Responding to Modi’s appeal, one of the religious leaders Swami Avdheshanand urged devotees to not gather in large numbers. Devout Hindus believe bathing in the holy Ganges absolves people of sins, and during the Kumbh Mela, brings salvation from the cycle of life and death.

Those returning to Mumbai in western Maharashtra state from the Kumbh Mela will have quarantine in hotels, Mumbai’s mayor Kishori Pednekar said. Maharashtra accounts for quarter of India’s coronavirus cases and is the worst hit region.

Experts have warned about the spread of more contagious variants of the disease, especially during large-scale gatherings for religious festivals and political rallies.

On Saturday, Modi was scheduled to hold two rallies in eastern state of West Bengal where state polls are ongoing. In recent weeks, such rallies have attracted thousands of people, few of whom follow COVID-19 safety protocols.

“Stop spreader rallies,” the Times of India said in an editorial on Saturday, adding: “Business as usual is an unaffordable luxury until this virus is conclusively tamed.”

India’s daily COVID-19 vaccinations have slowed from their record high early this month and many state governments have requested more doses.

Federal Health Minister Harsh Vardhan assured states there were no shortages and 11.6 million doses would be made available in a week, adding that 125 million doses have already been administered.

Some state governments in India have raised concerns over hoarding and black marketing of anti-viral drug Remdesivir. read more

Nawab Malik, a minister from Maharashtra, accused Modi’s federal government on Twitter for restricting Remdesivir supplies to the state. A minister in Modi’s cabinet, Mansukh Mandaviya, denied the allegation, saying adequate supplies were being arranged.

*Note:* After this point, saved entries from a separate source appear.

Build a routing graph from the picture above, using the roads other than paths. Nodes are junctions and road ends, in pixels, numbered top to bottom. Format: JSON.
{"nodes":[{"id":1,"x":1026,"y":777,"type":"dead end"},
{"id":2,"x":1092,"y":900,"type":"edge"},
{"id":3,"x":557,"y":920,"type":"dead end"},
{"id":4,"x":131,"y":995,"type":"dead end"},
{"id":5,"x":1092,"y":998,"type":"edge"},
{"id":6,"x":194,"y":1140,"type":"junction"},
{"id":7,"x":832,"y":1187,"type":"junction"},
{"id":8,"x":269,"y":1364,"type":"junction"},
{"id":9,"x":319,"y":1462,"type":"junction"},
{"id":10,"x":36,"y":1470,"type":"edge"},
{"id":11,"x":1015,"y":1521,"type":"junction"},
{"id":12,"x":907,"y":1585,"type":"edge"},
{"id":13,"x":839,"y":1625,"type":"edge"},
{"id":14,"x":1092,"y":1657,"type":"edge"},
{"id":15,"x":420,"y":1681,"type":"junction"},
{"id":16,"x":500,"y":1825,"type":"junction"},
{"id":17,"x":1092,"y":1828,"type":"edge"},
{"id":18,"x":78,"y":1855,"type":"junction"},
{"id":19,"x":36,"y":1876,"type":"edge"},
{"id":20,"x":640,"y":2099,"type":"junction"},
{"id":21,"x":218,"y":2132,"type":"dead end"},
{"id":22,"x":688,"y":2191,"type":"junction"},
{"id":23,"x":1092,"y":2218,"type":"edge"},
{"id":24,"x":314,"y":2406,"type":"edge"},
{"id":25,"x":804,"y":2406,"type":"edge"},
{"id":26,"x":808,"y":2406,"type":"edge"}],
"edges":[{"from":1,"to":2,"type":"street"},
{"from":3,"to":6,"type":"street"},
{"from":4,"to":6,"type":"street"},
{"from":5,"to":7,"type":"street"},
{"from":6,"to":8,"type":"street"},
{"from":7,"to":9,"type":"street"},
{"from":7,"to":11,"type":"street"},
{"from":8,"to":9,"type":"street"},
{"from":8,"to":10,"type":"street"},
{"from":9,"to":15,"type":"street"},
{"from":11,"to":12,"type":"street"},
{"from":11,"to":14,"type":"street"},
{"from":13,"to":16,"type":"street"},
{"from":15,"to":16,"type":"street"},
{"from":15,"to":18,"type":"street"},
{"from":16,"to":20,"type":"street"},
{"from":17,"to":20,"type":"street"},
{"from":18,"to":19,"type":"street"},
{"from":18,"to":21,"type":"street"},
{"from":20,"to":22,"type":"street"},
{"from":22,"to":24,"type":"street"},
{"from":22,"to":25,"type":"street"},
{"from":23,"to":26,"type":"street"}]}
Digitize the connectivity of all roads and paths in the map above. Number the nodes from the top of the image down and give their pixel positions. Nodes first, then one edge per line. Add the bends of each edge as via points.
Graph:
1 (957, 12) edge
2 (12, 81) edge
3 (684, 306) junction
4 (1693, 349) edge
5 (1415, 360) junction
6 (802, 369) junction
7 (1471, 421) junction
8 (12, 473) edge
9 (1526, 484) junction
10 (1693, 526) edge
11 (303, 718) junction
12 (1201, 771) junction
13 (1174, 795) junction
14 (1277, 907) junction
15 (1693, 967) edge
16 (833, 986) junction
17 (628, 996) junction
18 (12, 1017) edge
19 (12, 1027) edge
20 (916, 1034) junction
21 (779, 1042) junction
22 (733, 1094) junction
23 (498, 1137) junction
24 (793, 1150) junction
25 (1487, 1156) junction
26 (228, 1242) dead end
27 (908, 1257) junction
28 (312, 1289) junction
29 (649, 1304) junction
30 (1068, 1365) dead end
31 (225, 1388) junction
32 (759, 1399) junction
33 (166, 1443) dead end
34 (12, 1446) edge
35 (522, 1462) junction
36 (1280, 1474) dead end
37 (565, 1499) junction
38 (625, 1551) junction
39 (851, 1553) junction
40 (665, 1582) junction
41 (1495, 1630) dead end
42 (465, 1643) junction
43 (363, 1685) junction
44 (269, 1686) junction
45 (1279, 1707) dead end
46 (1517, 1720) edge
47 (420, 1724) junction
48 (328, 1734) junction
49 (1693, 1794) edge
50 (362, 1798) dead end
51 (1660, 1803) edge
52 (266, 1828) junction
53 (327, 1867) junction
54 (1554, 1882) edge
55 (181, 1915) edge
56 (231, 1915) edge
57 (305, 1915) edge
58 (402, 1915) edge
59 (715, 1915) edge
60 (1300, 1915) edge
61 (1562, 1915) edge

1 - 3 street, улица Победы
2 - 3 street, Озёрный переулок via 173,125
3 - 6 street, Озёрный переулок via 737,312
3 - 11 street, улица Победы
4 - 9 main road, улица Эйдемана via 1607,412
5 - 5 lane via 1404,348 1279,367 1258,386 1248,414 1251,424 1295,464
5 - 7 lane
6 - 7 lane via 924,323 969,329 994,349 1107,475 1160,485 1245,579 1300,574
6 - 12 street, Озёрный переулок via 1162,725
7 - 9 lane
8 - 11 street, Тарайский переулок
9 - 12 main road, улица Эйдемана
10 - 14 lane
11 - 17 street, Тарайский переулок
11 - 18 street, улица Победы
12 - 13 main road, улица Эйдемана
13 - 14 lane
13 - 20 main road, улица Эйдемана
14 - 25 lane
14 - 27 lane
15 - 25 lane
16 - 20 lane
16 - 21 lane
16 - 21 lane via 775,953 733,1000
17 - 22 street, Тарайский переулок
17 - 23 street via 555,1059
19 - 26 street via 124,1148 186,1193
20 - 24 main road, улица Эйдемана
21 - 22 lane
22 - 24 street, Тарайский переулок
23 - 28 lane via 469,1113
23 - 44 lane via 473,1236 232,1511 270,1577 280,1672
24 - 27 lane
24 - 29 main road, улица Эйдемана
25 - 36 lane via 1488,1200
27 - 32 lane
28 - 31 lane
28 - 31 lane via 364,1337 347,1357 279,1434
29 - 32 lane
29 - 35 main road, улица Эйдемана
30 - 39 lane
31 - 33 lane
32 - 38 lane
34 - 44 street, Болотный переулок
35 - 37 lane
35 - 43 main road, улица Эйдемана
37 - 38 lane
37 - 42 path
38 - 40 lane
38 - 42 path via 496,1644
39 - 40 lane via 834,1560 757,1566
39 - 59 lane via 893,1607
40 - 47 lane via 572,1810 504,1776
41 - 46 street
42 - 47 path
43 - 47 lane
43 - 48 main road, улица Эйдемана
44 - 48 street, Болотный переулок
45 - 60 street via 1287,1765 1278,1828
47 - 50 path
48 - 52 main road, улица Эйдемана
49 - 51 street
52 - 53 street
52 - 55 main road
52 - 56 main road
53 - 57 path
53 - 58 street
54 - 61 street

After imposing one of the world’s strictest lockdowns for nearly three months last year, India’s government relaxed almost all curbs by the beginning of 2021, although many regions have now introduced localised restrictions.

“This is Narendra Modi’s biggest crisis yet. It is bigger than any security threat, external or internal, or even the economic attrition of 2020,” prominent editor and political commentator Shekhar Gupta wrote in a column on Saturday.